Originally published in the Uptown Messenger.



Uncle Will and his horse Lebeau

William “Will” Rideau (1936-2013) is shown on his horse LeBeau. (family photo)


jewel bushjewel bush

Over the weekend, I traveled to St. Landry Parish, the heart of Creole and Cajun culture and heritage in Louisiana, to attend my great-uncle’s funeral.

My great-uncle Will was a tall, agreeable man who lived a simple life wearing flannel shirts, loving baseball, family and above all horses — horse training, horse riding and horse betting. He never left home, literally. He spent his entire 77 years living in the same quaint cabin tucked deep into the woods of Rideau Settlement on our family’s original homestead, land purchased for $25 an acre by his father.
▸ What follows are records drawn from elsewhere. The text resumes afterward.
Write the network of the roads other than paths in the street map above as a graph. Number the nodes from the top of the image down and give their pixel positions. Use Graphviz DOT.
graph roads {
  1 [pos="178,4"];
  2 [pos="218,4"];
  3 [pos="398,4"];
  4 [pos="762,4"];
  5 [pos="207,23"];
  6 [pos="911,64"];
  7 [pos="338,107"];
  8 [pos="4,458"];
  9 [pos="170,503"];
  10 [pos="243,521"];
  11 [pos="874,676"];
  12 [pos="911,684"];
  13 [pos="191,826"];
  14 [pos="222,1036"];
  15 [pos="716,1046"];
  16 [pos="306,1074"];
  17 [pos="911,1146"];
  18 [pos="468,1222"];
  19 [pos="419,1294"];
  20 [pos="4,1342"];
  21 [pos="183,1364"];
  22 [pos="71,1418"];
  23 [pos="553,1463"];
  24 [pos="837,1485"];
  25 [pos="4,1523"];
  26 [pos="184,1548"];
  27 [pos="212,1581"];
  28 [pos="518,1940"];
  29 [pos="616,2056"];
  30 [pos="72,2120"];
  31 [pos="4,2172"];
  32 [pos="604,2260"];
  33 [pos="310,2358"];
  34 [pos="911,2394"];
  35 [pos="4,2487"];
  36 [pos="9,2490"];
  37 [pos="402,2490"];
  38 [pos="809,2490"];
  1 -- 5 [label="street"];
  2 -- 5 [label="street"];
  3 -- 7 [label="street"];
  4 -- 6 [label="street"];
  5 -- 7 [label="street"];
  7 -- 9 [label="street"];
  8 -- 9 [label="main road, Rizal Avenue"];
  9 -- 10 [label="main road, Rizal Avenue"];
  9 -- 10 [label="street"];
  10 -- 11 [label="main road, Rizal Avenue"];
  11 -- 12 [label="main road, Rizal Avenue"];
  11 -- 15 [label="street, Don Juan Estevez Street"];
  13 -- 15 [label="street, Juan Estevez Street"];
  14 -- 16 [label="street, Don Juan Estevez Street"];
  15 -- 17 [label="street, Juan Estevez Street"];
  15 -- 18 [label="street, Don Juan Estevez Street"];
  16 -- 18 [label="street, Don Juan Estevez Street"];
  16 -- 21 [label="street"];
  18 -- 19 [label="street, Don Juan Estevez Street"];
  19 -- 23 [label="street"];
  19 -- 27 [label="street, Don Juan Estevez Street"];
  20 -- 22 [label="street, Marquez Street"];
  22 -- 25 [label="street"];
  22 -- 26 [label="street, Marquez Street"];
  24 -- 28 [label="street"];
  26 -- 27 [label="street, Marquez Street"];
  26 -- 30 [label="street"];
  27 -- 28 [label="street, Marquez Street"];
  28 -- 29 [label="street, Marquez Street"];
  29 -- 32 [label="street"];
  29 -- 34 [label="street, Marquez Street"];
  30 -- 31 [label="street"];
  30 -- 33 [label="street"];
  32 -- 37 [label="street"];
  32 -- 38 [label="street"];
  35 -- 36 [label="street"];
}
Rideau Settlement is where I evacuated in 2005 along with about 20 other relatives when Hurricane Katrina’s wrath pushed us and so many others out of New Orleans. I spent two weeks in this un-GPSable St. Landry Parish village, where my cell phone didn’t work, where there were no streetlights, where everyone woke at sunrise, where everyone identified you by who your parents or grandparents were.

It had been nearly eight years since I had last visited my familial land; then due to tragedy — and now due to tragedy.

After the funeral services at Immaculate Conception Catholic Church, founded in 1897 by the Josephite Fathers and widely referred to as LeBeau church, the kinfolk made a pilgrimage to Uncle Will’s house to pay respects beyond the gravesite.

In the diminutive country cemetery where so many of my ancestors rest — Bush, Romar, Rideau — I snapped pictures of headstones: my maternal grandfather’s grandfather, Oscar Bertrand, to whom everyone says my mother bears a remarkable resemblance; my paternal grandfather, Bean, who was a World War II Veteran and school bus driver; and my uncle, June, his son, who served in the Vietnam War. In my family, nicknames are better known and used than given names.

I stood on the Rideau’s 33 acres, surveying chicken coops, assorted sheds and storage facilities, pecan trees and a maze of fences in the pasture, still rigged in various ways to prevent my uncle’s beloved horses from escaping; a relic of his ingenuity, even though it’s been a number of years since he was well enough to care for animals.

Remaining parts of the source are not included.